Supplied material:
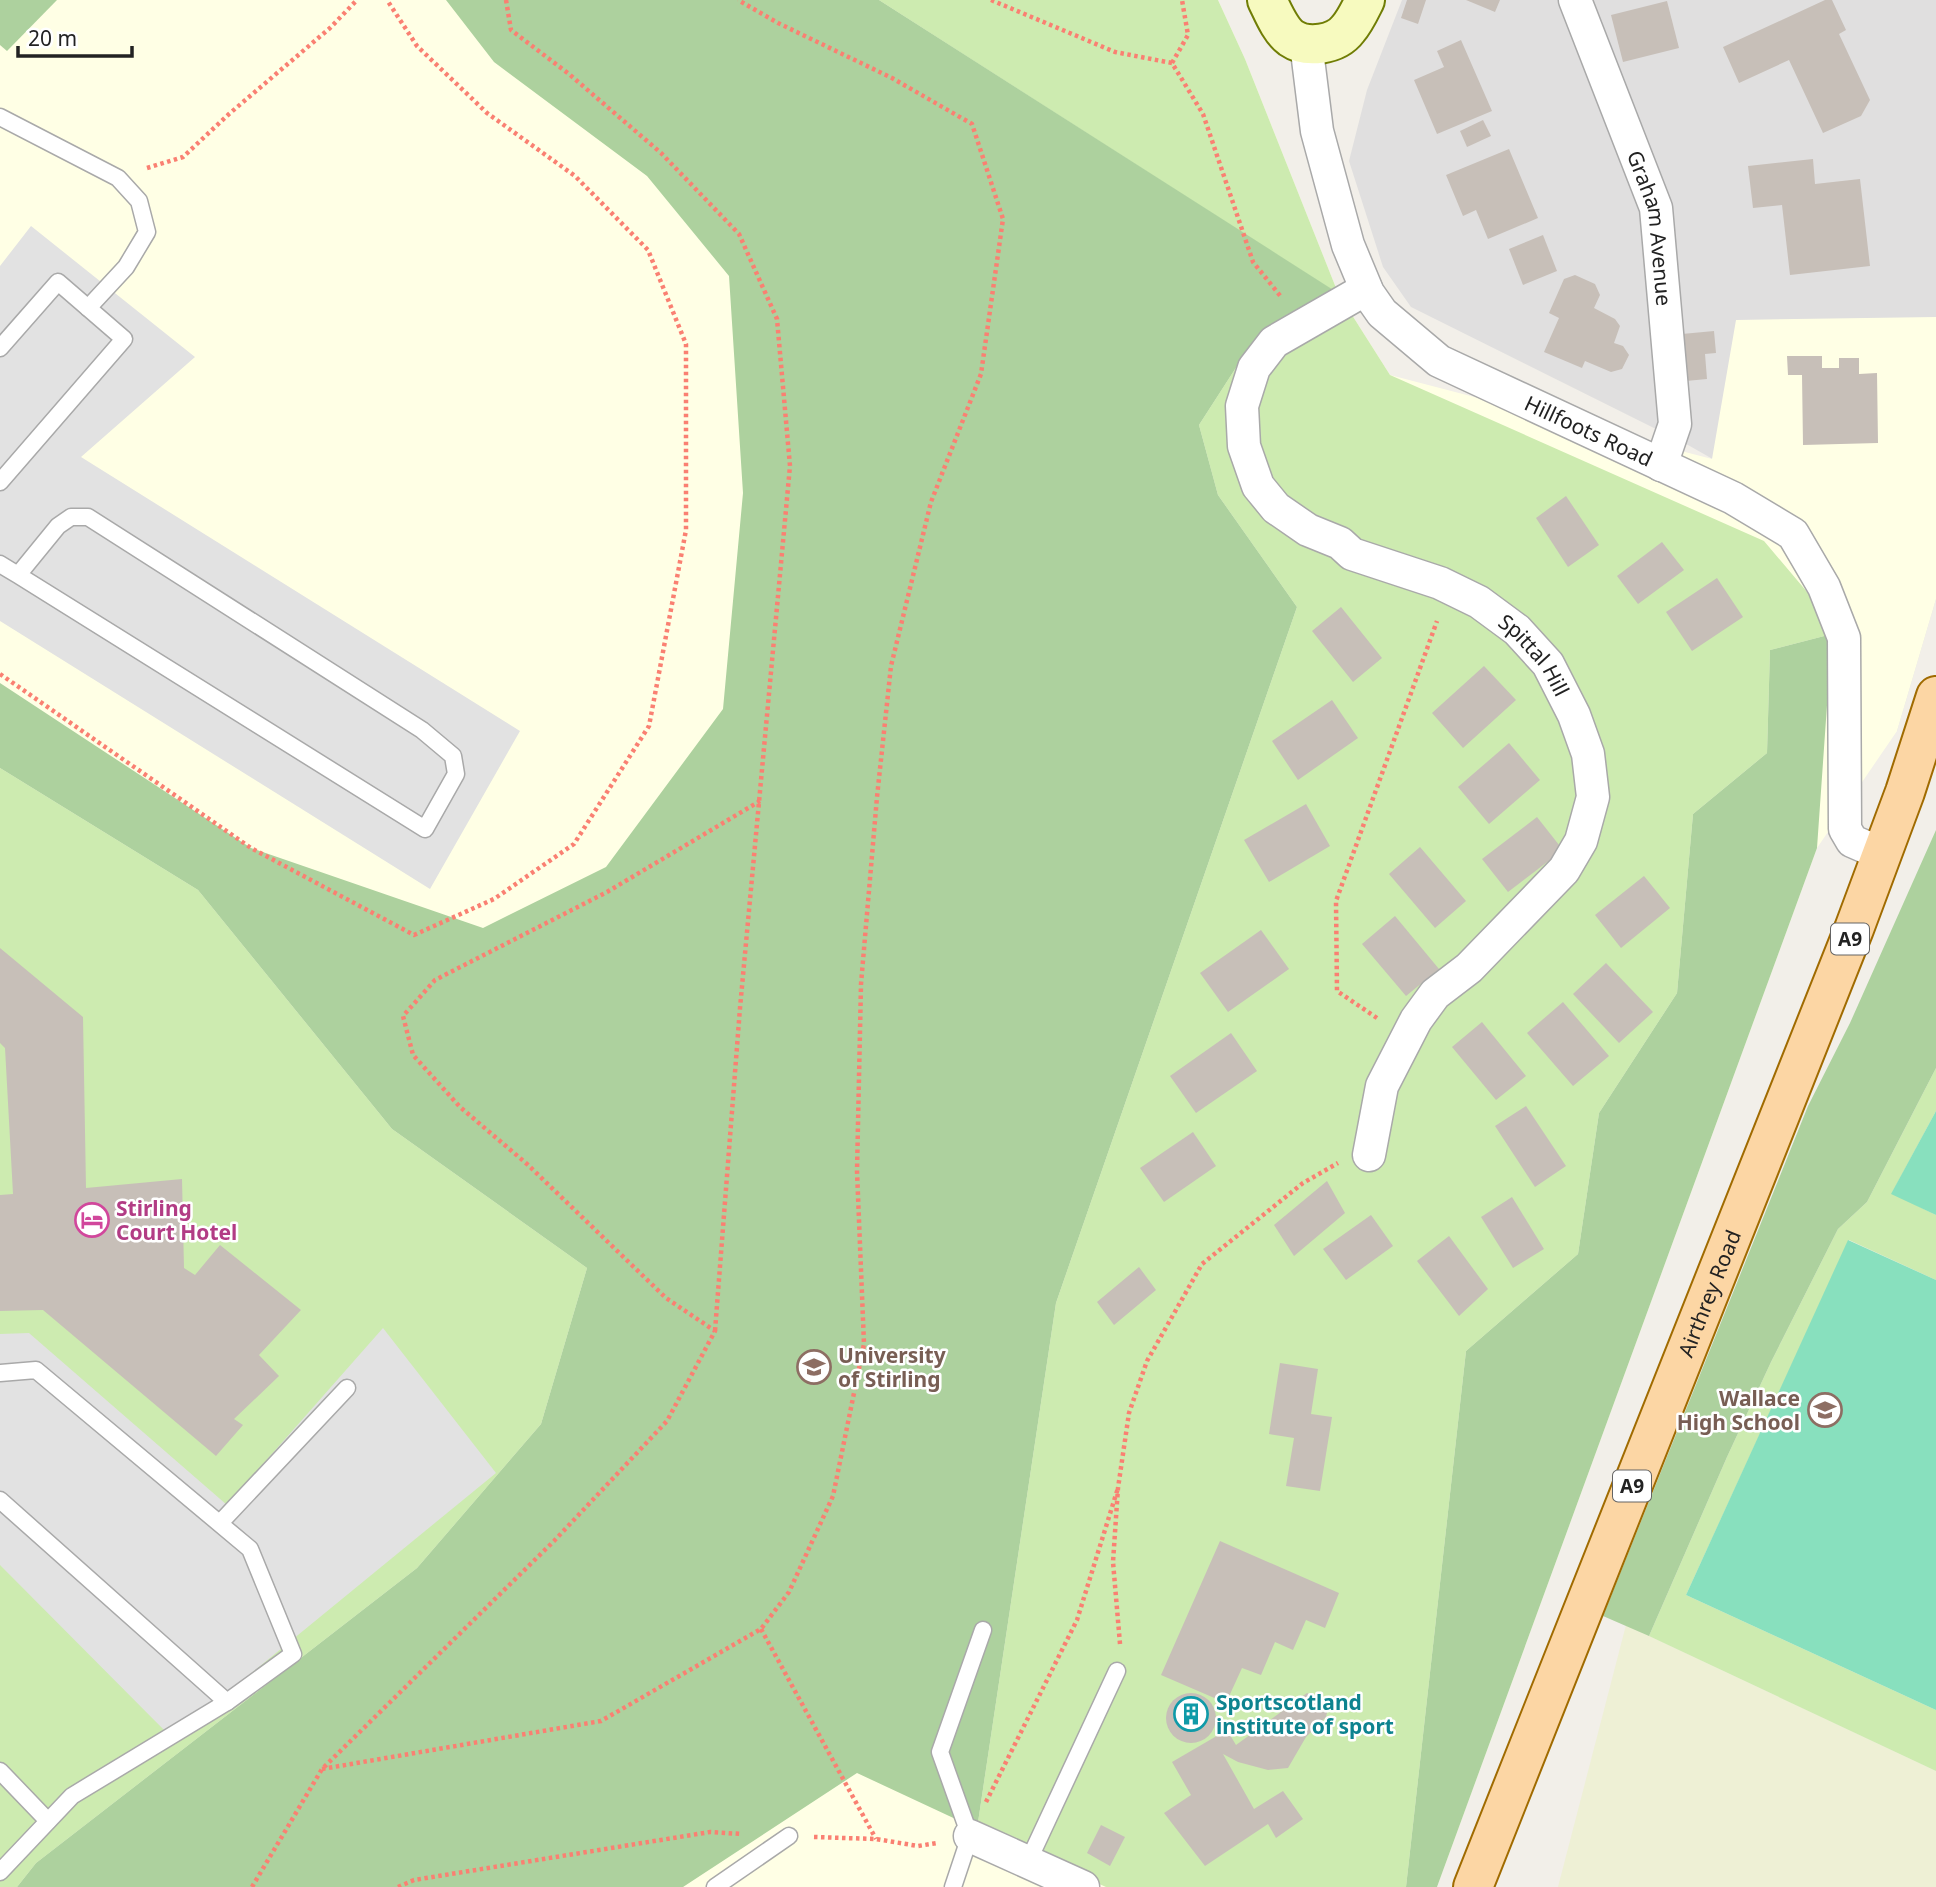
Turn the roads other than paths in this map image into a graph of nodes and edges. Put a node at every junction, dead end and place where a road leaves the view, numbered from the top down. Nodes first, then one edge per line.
1 (1267, 0) edge
2 (1365, 0) edge
3 (1575, 0) edge
4 (1306, 43) junction
5 (0, 117) edge
6 (1366, 289) junction
7 (88, 308) junction
8 (0, 348) edge
9 (1661, 465) junction
10 (0, 482) edge
11 (0, 564) edge
12 (18, 575) junction
13 (1936, 696) edge
14 (1882, 854) junction
15 (1369, 1155) road end
16 (0, 1373) edge
17 (346, 1388) dead end
18 (0, 1500) edge
19 (220, 1523) junction
20 (983, 1630) dead end
21 (1118, 1671) road end
22 (227, 1702) junction
23 (0, 1771) edge
24 (48, 1821) junction
25 (789, 1836) road end
26 (970, 1836) junction
27 (1027, 1864) junction
28 (0, 1872) edge
29 (715, 1887) edge
30 (953, 1887) edge
31 (1083, 1887) edge
32 (1473, 1887) edge

1 - 4 main road
2 - 4 main road
3 - 9 street, Graham Avenue
4 - 6 street, Hillfoots Road
5 - 7 lane
6 - 9 street, Hillfoots Road
6 - 15 street, Spittal Hill
7 - 8 lane
7 - 10 lane
9 - 14 street, Hillfoots Road
11 - 12 lane
12 - 12 lane
13 - 14 main road, Airthrey Road / A9
14 - 32 main road, Airthrey Road / A9
16 - 19 lane
17 - 19 lane
18 - 22 lane
19 - 22 lane
20 - 26 lane
21 - 27 lane
22 - 24 lane
23 - 24 lane
24 - 28 lane
25 - 29 lane
26 - 27 street
26 - 30 lane
27 - 31 street

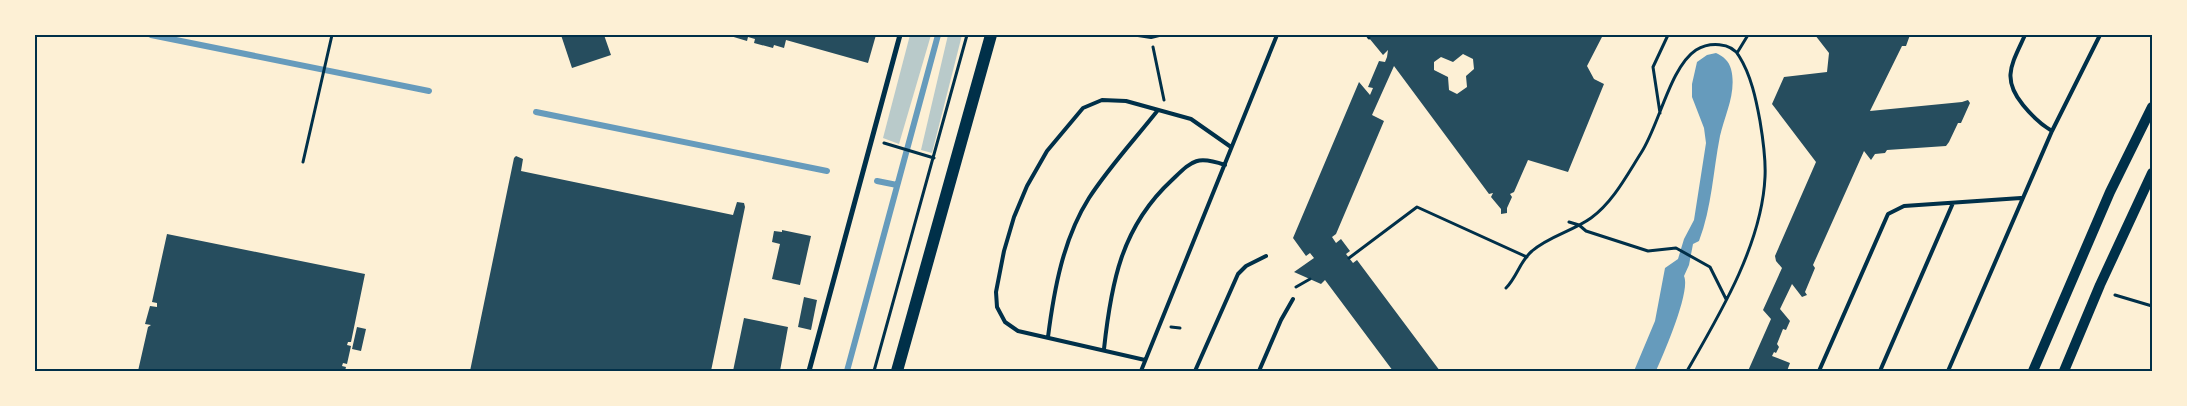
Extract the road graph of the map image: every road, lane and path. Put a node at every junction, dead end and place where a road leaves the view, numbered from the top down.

What you need to do: Print out the material verbatim, skipping pictures.

Finished task:
Turn the roads other than paths in this map image into a graph of nodes and edges. Put a node at every junction, dead end and place where a road leaves the view, numbered from the top down. Nodes first, then one edge per line.
1 (1267, 0) edge
2 (1365, 0) edge
3 (1575, 0) edge
4 (1306, 43) junction
5 (0, 117) edge
6 (1366, 289) junction
7 (88, 308) junction
8 (0, 348) edge
9 (1661, 465) junction
10 (0, 482) edge
11 (0, 564) edge
12 (18, 575) junction
13 (1936, 696) edge
14 (1882, 854) junction
15 (1369, 1155) road end
16 (0, 1373) edge
17 (346, 1388) dead end
18 (0, 1500) edge
19 (220, 1523) junction
20 (983, 1630) dead end
21 (1118, 1671) road end
22 (227, 1702) junction
23 (0, 1771) edge
24 (48, 1821) junction
25 (789, 1836) road end
26 (970, 1836) junction
27 (1027, 1864) junction
28 (0, 1872) edge
29 (715, 1887) edge
30 (953, 1887) edge
31 (1083, 1887) edge
32 (1473, 1887) edge

1 - 4 main road
2 - 4 main road
3 - 9 street, Graham Avenue
4 - 6 street, Hillfoots Road
5 - 7 lane
6 - 9 street, Hillfoots Road
6 - 15 street, Spittal Hill
7 - 8 lane
7 - 10 lane
9 - 14 street, Hillfoots Road
11 - 12 lane
12 - 12 lane
13 - 14 main road, Airthrey Road / A9
14 - 32 main road, Airthrey Road / A9
16 - 19 lane
17 - 19 lane
18 - 22 lane
19 - 22 lane
20 - 26 lane
21 - 27 lane
22 - 24 lane
23 - 24 lane
24 - 28 lane
25 - 29 lane
26 - 27 street
26 - 30 lane
27 - 31 street

Extract the road graph of the map image: every road, lane and path. Put a node at every junction, dead end and place where a road leaves the view, numbered from the top down.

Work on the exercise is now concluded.